La situation met en évidence la dynamique géopolitique complexe de la région arctique, où le changement climatique ouvre de nouvelles routes maritimes et l'accès à de précieuses ressources. Cela a suscité un intérêt accru de la part de diverses puissances mondiales, dont les États-Unis, la Russie et la Chine.
Le concept d'"apaisement", tel qu'utilisé par Mach, fait référence à une politique consistant à faire des concessions à un agresseur afin d'éviter un conflit. Les critiques de cette approche soutiennent qu'elle peut enhardir l'agresseur et, en fin de compte, entraîner des problèmes plus importants. Le débat sur la manière de répondre aux ouvertures de Trump concernant le Groenland reflète des discussions plus larges sur les relations internationales et l'équilibre entre la diplomatie et la fermeté face aux actions assertives en matière de politique étrangère.
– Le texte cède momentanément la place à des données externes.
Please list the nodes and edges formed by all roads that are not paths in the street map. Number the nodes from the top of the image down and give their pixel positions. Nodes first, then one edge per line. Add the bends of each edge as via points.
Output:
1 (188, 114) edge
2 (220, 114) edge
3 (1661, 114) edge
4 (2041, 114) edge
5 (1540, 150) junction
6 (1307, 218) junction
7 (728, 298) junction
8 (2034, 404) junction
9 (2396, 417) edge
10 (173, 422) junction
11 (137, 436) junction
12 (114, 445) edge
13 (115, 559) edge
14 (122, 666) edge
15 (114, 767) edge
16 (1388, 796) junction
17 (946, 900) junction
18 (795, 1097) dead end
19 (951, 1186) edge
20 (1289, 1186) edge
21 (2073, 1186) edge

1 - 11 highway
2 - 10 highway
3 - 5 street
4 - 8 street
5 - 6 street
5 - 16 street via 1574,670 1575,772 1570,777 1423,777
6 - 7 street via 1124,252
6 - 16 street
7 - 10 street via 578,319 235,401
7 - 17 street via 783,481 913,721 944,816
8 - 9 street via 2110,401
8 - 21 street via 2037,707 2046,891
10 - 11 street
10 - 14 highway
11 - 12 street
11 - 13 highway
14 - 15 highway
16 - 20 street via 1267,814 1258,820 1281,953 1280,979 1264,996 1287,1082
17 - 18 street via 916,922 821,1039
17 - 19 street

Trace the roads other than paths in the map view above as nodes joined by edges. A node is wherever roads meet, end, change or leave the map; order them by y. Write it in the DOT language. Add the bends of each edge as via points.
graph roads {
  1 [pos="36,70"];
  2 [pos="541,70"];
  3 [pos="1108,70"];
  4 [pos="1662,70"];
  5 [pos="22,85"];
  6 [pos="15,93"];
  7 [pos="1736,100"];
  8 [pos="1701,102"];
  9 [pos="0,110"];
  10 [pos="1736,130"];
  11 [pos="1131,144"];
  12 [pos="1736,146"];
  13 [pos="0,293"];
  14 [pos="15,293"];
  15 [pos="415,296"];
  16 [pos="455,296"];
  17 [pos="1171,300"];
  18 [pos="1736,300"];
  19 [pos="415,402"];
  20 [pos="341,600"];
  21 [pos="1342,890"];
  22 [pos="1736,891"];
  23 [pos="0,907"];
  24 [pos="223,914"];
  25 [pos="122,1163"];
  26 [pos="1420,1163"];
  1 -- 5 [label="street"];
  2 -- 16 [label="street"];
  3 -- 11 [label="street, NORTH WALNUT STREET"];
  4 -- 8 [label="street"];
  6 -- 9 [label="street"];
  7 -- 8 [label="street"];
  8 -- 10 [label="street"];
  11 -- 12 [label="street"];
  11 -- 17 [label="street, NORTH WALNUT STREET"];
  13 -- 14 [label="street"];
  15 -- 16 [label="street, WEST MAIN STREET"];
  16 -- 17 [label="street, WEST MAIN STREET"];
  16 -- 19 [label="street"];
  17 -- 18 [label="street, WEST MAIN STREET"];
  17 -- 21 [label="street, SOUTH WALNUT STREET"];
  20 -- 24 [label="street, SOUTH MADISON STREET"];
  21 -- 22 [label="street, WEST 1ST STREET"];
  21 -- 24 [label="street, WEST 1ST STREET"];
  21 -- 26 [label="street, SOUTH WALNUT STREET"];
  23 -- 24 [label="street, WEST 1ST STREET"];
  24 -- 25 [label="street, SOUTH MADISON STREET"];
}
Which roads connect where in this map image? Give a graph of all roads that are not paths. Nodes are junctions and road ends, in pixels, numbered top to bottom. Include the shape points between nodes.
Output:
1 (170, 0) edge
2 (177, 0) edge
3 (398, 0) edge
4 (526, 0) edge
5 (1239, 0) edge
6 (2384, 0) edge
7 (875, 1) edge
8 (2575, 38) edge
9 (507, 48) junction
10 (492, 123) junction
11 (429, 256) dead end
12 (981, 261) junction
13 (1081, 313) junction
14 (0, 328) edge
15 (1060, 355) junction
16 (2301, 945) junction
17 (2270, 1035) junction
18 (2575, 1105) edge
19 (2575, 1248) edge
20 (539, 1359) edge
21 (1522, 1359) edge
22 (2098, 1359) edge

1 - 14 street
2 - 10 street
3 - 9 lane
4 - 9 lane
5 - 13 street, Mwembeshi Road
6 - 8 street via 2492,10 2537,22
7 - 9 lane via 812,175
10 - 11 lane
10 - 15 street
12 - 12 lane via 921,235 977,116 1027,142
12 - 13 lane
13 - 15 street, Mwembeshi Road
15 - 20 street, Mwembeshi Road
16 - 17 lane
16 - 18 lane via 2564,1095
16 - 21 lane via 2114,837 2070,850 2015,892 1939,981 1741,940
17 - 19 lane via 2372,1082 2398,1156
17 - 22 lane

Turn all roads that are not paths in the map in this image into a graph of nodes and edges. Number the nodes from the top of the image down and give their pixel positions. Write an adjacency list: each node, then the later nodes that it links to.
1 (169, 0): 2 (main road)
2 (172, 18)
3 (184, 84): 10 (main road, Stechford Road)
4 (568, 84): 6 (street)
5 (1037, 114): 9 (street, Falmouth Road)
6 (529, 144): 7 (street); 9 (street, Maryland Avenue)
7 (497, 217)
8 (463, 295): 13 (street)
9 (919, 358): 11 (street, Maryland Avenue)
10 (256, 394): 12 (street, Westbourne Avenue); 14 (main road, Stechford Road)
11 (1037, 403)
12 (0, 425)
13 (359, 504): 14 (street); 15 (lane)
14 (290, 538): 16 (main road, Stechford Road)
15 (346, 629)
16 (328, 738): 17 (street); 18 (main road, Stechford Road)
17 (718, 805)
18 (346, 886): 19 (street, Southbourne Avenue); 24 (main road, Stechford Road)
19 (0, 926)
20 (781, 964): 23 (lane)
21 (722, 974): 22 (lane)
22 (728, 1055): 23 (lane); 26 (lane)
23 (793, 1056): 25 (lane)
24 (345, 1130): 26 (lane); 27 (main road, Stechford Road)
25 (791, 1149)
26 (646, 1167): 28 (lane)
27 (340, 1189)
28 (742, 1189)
Au 18 janvier 2026, la nature précise des menaces de Trump restait non spécifiée au-delà de son intérêt déclaré pour l'acquisition de l'île. Le gouvernement danois a toujours maintenu que le Groenland n'est pas à vendre, et les dirigeants groenlandais ont réaffirmé leur engagement en faveur de l'autonomie gouvernementale. Les prochaines étapes impliqueront probablement la poursuite des discussions diplomatiques entre les États-Unis, le Danemark et le Groenland, ainsi qu'un suivi continu de la situation par des observateurs internationaux.